- Your goal
Among the entries below, which lines include the string "Damai"? Show each one.

- The records
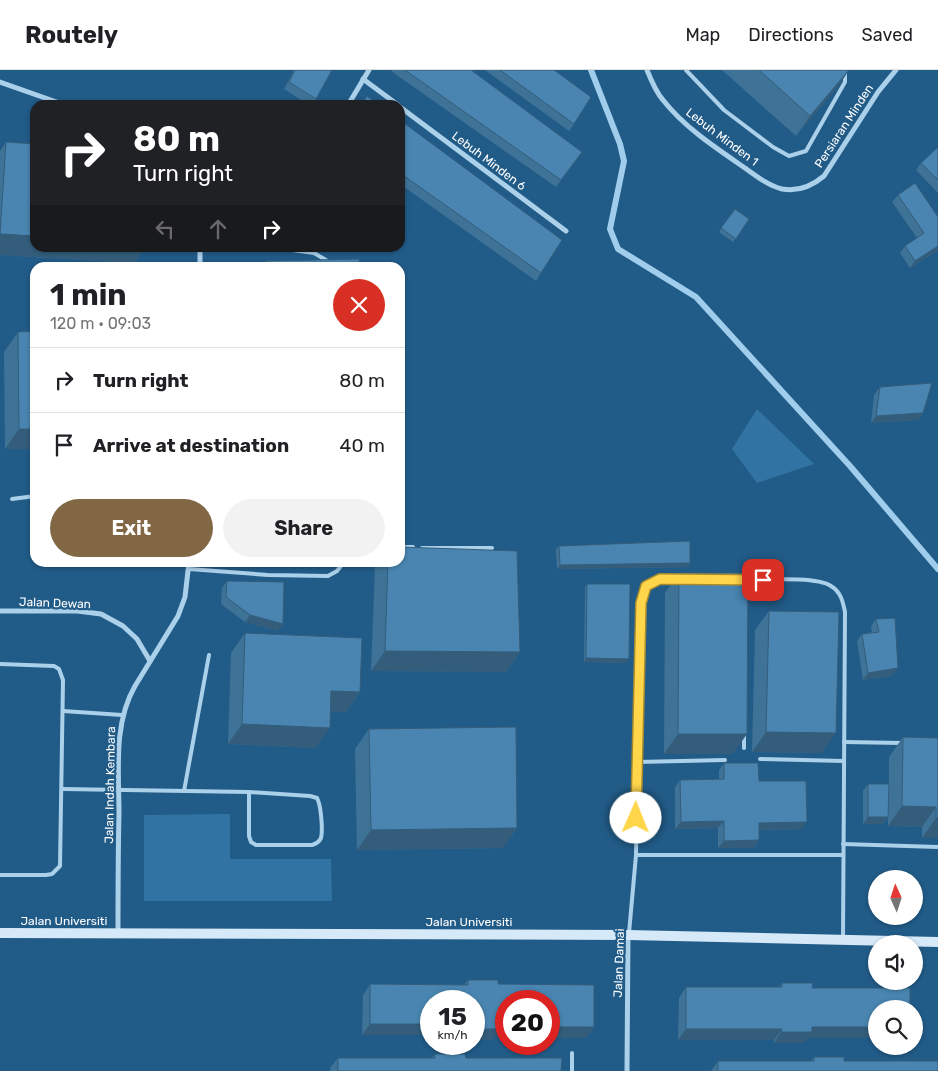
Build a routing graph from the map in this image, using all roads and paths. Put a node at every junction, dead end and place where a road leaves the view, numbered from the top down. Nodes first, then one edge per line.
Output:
1 (369, 70) edge
2 (647, 70) edge
3 (686, 70) edge
4 (845, 70) edge
5 (896, 70) edge
6 (364, 79) junction
7 (0, 82) edge
8 (51, 100) edge
9 (351, 100) edge
10 (391, 100) edge
11 (405, 110) edge
12 (805, 188) joint
13 (566, 231) dead end
14 (307, 252) edge
15 (326, 260) edge
16 (30, 497) edge
17 (12, 499) dead end
18 (405, 547) edge
19 (492, 548) edge
20 (341, 567) edge
21 (189, 570) joint
22 (688, 579) edge
23 (736, 580) edge
24 (745, 580) junction
25 (745, 590) edge
26 (0, 611) edge
27 (208, 655) dead end
28 (150, 660) junction
29 (0, 664) edge
30 (63, 711) junction
31 (122, 715) junction
32 (744, 728) edge
33 (844, 742) junction
34 (910, 743) edge
35 (744, 748) edge
36 (760, 759) dead end
37 (725, 760) edge
38 (844, 761) junction
39 (637, 762) junction
40 (62, 789) junction
41 (119, 790) junction
42 (184, 791) junction
43 (249, 792) junction
44 (843, 844) junction
45 (938, 847) edge
46 (636, 855) junction
47 (844, 855) junction
48 (0, 875) edge
49 (0, 933) edge
50 (118, 934) junction
51 (628, 935) junction
52 (843, 940) junction
53 (938, 942) edge
54 (572, 1053) dead end
55 (572, 1071) edge
56 (627, 1071) edge

1 - 6 street
2 - 12 street, Lebuh Minden 1
3 - 4 lane
5 - 12 street, Persiaran Minden
6 - 9 street
6 - 10 street, Lebuh Minden 6
7 - 8 street
11 - 13 street, Lebuh Minden 6
14 - 15 lane
16 - 17 lane
18 - 19 lane
20 - 21 lane
21 - 28 street, Jalan Indah Kembara
22 - 39 lane, Jalan Damai
23 - 24 lane
24 - 25 lane
24 - 33 lane
26 - 28 street, Jalan Dewan
27 - 42 lane
28 - 31 street, Jalan Indah Kembara
29 - 30 lane
30 - 31 lane
30 - 40 lane
31 - 41 street, Jalan Indah Kembara
32 - 35 lane
33 - 34 lane
33 - 38 lane
36 - 38 lane
37 - 39 lane
38 - 44 lane
39 - 46 lane, Jalan Damai
40 - 41 lane
40 - 48 lane
41 - 42 lane
41 - 50 street, Jalan Indah Kembara
42 - 43 lane
43 - 43 lane
44 - 45 lane
44 - 47 lane
46 - 47 lane
46 - 51 lane, Jalan Damai
47 - 52 lane
49 - 50 street, Jalan Universiti
50 - 51 street, Jalan Universiti
51 - 52 street, Jalan Universiti
51 - 56 street, Jalan Damai
52 - 53 street, Jalan Universiti
54 - 55 lane

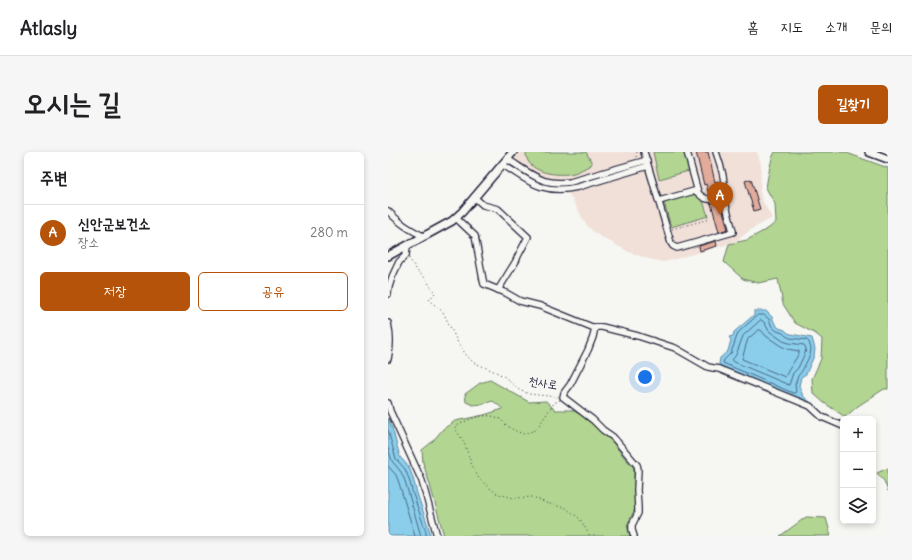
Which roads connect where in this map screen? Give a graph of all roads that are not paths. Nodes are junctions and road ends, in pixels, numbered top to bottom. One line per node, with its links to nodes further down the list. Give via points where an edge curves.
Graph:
1 (513, 152): 7 (main road)
2 (687, 152): 10 (street)
3 (716, 152): 9 (street, via 723,178)
4 (869, 152): 6 (main road)
5 (644, 153): 8 (street)
6 (888, 159)
7 (505, 161): 8 (street, via 534,184 555,189 578,187); 11 (main road)
8 (647, 163): 12 (street)
9 (722, 191): 10 (street, via 717,197 707,199 702,198); 12 (street, via 733,232 677,248 671,243)
10 (698, 192): 12 (street)
11 (474, 197): 14 (main road); 18 (street, via 483,205 498,209 528,237)
12 (659, 201)
13 (388, 211): 15 (street, via 402,224)
14 (456, 218): 15 (main road); 18 (street, via 476,236 484,284)
15 (423, 236): 16 (main road)
16 (407, 246): 17 (main road); 19 (street, via 406,254 392,277)
17 (388, 256)
18 (498, 290): 21 (street, via 520,301)
19 (388, 294)
20 (388, 323): 22 (street, via 391,346)
21 (595, 327): 24 (street, via 631,334 675,348 708,367 719,369 810,406 822,417); 26 (street, 천사로, via 588,350 563,398 613,437 636,465 638,514 632,525)
22 (388, 359)
23 (388, 403): 25 (street, via 422,481)
24 (840, 425)
25 (437, 536)
26 (634, 536)

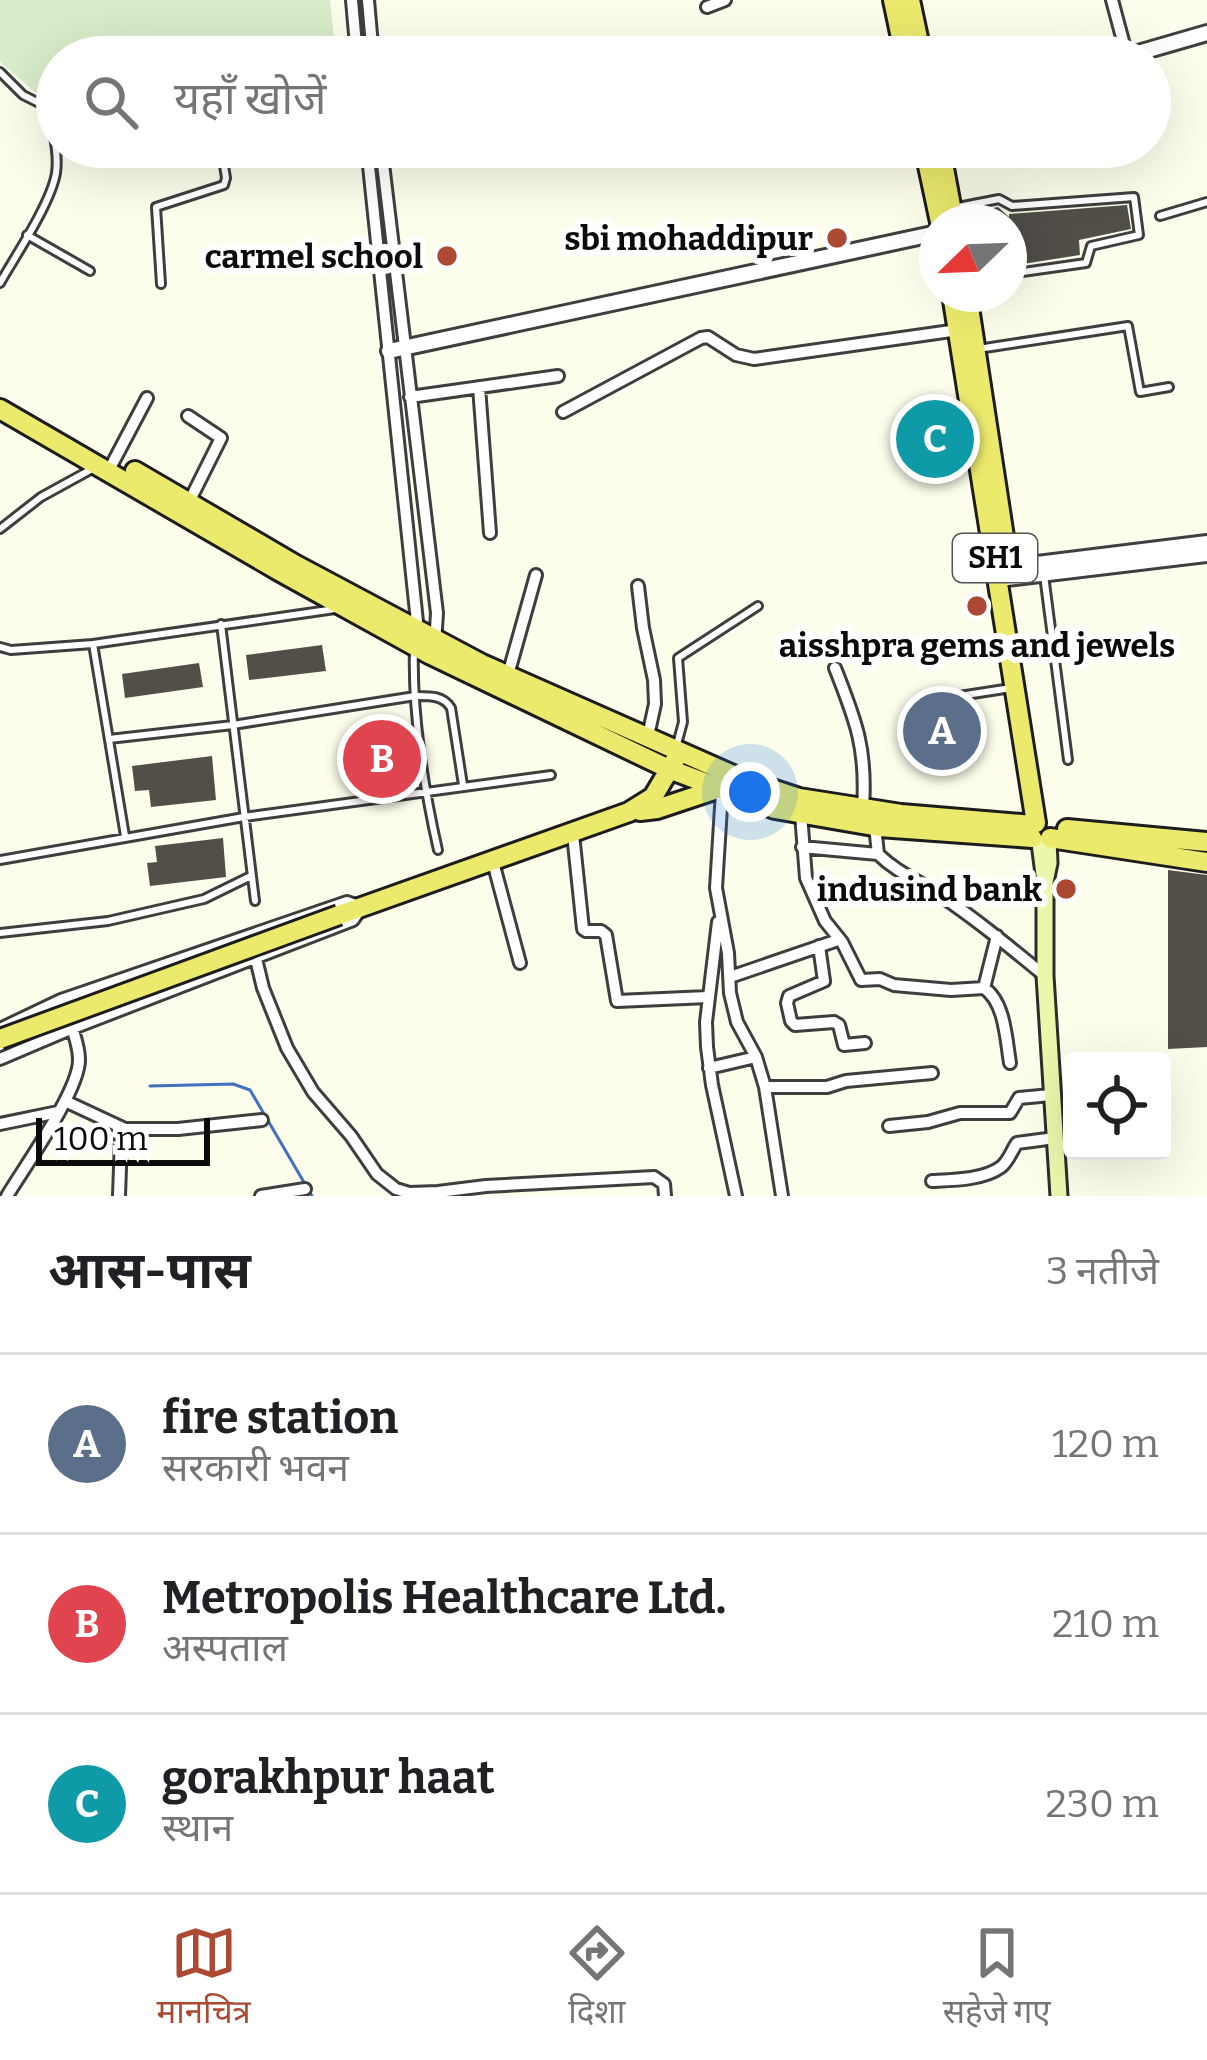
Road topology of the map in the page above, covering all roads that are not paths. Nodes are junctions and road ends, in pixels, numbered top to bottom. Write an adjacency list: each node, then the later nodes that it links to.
1 (352, 0): 9 (street)
2 (368, 0): 10 (street)
3 (725, 0): 7 (street)
4 (893, 0): 11 (main road)
5 (910, 0): 12 (main road)
6 (1112, 0): 13 (street)
7 (706, 7)
8 (1206, 35): 14 (street)
9 (355, 36)
10 (371, 36)
11 (901, 36)
12 (918, 36)
13 (1121, 36)
14 (1171, 45)
15 (0, 72): 16 (lane)
16 (36, 102)
17 (56, 168): 28 (lane)
18 (224, 168): 33 (lane)
19 (370, 168): 37 (street)
20 (383, 168): 37 (street)
21 (931, 168): 24 (main road)
22 (942, 168): 25 (main road)
23 (1207, 202): 27 (lane)
24 (943, 204)
25 (946, 204)
26 (1027, 205): 31 (lane)
27 (1160, 216)
28 (26, 235): 30 (lane); 32 (lane)
29 (919, 236): 37 (street)
30 (90, 271)
31 (1027, 271)
32 (0, 283)
33 (160, 284)
34 (959, 312): 36 (main road, SH1)
35 (966, 312): 36 (main road, SH1)
36 (965, 329): 38 (main road, SH1); 46 (street)
37 (397, 349): 43 (street); 61 (street)
38 (969, 350): 41 (lane); 54 (main road, SH1)
39 (558, 376): 40 (street)
40 (478, 387): 43 (street); 51 (street)
41 (1169, 387)
42 (0, 396): 48 (main road)
43 (410, 397): 61 (street)
44 (147, 398): 48 (street)
45 (0, 409): 48 (main road)
46 (563, 412)
47 (188, 416): 49 (street)
48 (107, 462): 49 (main road); 50 (lane)
49 (186, 508): 59 (main road); 61 (main road)
50 (0, 529)
51 (490, 533)
52 (1207, 543): 54 (street)
53 (1207, 554): 56 (street)
54 (1003, 574): 56 (street); 66 (main road, SH1); 85 (main road, SH1)
55 (536, 575): 65 (street)
56 (1044, 575): 73 (lane)
57 (638, 586): 70 (street)
58 (758, 606): 72 (lane)
59 (345, 608): 60 (lane); 61 (main road)
60 (220, 624): 62 (lane); 69 (lane)
61 (425, 643): 65 (main road); 67 (lane); 74 (main road)
62 (93, 644): 63 (lane); 71 (lane)
63 (0, 646)
64 (835, 668): 80 (street)
65 (508, 675): 70 (main road)
66 (1015, 687): 68 (lane); 85 (main road, SH1)
67 (415, 696): 69 (lane); 77 (lane); 79 (lane)
68 (953, 697)
69 (233, 725): 71 (lane); 83 (lane)
70 (648, 736): 72 (main road)
71 (109, 739): 87 (lane)
72 (678, 750): 74 (main road); 76 (main road)
73 (1068, 760)
74 (669, 769): 78 (main road); 81 (main road)
75 (551, 776): 77 (lane)
76 (742, 779): 78 (main road); 80 (main road)
77 (463, 786): 79 (lane)
78 (720, 790): 81 (main road); 82 (main road); 98 (street)
79 (427, 791): 83 (lane); 90 (lane)
80 (863, 808): 85 (main road)
81 (629, 812): 86 (main road)
82 (802, 814): 84 (main road); 89 (street)
83 (244, 817): 87 (lane); 95 (lane)
84 (875, 826): 85 (main road); 91 (street)
85 (1042, 832): 88 (main road); 94 (main road); 105 (main road)
86 (573, 834): 93 (main road); 108 (street)
87 (125, 836): 92 (lane)
88 (1207, 842)
89 (802, 847): 91 (street); 101 (street)
90 (438, 850)
91 (878, 854): 100 (street)
92 (0, 860)
93 (493, 862): 97 (main road); 104 (street)
94 (1207, 862)
95 (252, 876): 96 (lane); 99 (lane)
96 (255, 901)
97 (362, 907): 103 (street); 109 (street); 112 (main road, bridge)
98 (720, 920): 106 (street); 108 (street)
99 (0, 934)
100 (997, 936): 105 (street); 107 (street)
101 (838, 940): 102 (street); 107 (street)
102 (819, 946): 106 (street); 113 (street)
103 (256, 959): 110 (street); 129 (street)
104 (520, 963)
105 (1045, 976): 120 (main road)
106 (730, 977): 114 (street)
107 (984, 988): 116 (street)
108 (708, 997): 117 (street)
109 (61, 1000): 110 (street); 111 (street)
110 (73, 1028): 115 (street); 121 (street)
111 (0, 1029)
112 (0, 1040)
113 (866, 1043)
114 (756, 1057): 117 (street); 119 (street)
115 (0, 1060)
116 (1010, 1064)
117 (710, 1068): 134 (street)
118 (932, 1073): 119 (street)
119 (765, 1087): 135 (street)
120 (1051, 1095): 124 (street); 126 (main road)
121 (63, 1106): 123 (street); 125 (street); 130 (street)
122 (262, 1120): 125 (street)
123 (0, 1124)
124 (889, 1126)
125 (125, 1129): 131 (street)
126 (1054, 1138): 127 (street); 136 (main road)
127 (932, 1181)
128 (305, 1189): 132 (street)
129 (438, 1194): 133 (street)
130 (7, 1196)
131 (119, 1196)
132 (261, 1196)
133 (665, 1196)
134 (736, 1196)
135 (782, 1196)
136 (1059, 1196)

- Response
22 - 39 lane, Jalan Damai
39 - 46 lane, Jalan Damai
46 - 51 lane, Jalan Damai
51 - 56 street, Jalan Damai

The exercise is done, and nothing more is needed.